This weekend, the Salon of Art + Design descended on the Park Avenue Armory with a blitz of contemporary and historic design courtesy of 50 top galleries from around the world. From midcentury modern to priceless Italian baubles, the fair’s selection spanned 19th century to present day, and attracted top tier mega-collectors and downtown insiders alike.
A stand-alone exhibit of Maison Giampiero Bodino in the Armory antechamber greeted guests with an exclusive exhibition of museum-quality, high Italian jewels. The jewel box-like vernissage featured a 50-piece collection by Gianni Bulgari-trained high jeweler Giampiero Bodino, the longtime creative director at Richemont who founded his eponymous house in 2013.
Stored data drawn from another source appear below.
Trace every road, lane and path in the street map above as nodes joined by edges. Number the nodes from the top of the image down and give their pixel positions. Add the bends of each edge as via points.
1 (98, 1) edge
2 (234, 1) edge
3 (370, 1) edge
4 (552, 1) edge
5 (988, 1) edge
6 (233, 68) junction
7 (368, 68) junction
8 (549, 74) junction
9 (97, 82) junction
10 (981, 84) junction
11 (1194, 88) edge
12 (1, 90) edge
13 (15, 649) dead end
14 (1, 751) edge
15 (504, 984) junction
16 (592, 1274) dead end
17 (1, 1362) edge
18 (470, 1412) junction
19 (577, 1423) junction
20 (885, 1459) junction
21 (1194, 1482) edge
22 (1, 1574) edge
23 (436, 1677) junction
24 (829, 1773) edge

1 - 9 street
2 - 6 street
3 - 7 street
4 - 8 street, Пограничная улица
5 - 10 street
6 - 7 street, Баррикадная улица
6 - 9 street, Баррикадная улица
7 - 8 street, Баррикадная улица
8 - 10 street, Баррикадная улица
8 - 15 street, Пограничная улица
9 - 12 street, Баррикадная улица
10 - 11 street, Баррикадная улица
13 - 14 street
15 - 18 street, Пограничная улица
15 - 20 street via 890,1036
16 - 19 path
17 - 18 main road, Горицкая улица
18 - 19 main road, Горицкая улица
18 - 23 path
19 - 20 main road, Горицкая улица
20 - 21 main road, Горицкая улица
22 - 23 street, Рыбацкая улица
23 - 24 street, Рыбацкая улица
Inside the main hall, ranks of domestic and international dealers held court with a mix of statement pieces and functional design. Standouts included R and Company‘s pouty lips sofa by midcentury radical Italian designers Studio 65, part of the gallery’s current “Super Design” exhibit, which represents 15 years of collection by cofounder Evan Snyderman in concert with Milan-based it-curator Maria Cristina Didero. “Since 2002, Evan has traveled back and forth to Italy interviewing protagonists of the Italian radical design movement,” R and Company’s Gabrielle Picone tells us.
Blurring the line between old and new were the Technicolor, neoclassical vases by UK-based sculptor Michael Eden, who transitioned to 3D printing after 25 years as a traditional potter. Inspired by large-scale, Romanesque earthenware by 18th century potter Josiah Wedgwood, Eden prints his urns to follow the golden ratio, math’s standard equation for beauty. And while the underlying principles may be lofty, the vases’ decorations aren’t: instead of mythological figures, Eden adorns them with tableaus taken from pop culture. “One is a ballroom dancing scene from Strictly Come Dancing, the UK version of Dancing With the Stars, and the other is a still from X Factor,” says Eden.
High concept as Eden’s creations may be, his artist’s statement is one that could be applied to any art fair in 2017: “What I like to do is create objects that are culturally familiar,” he says, “and to provoke a discussion about what craft is in the 21st century.”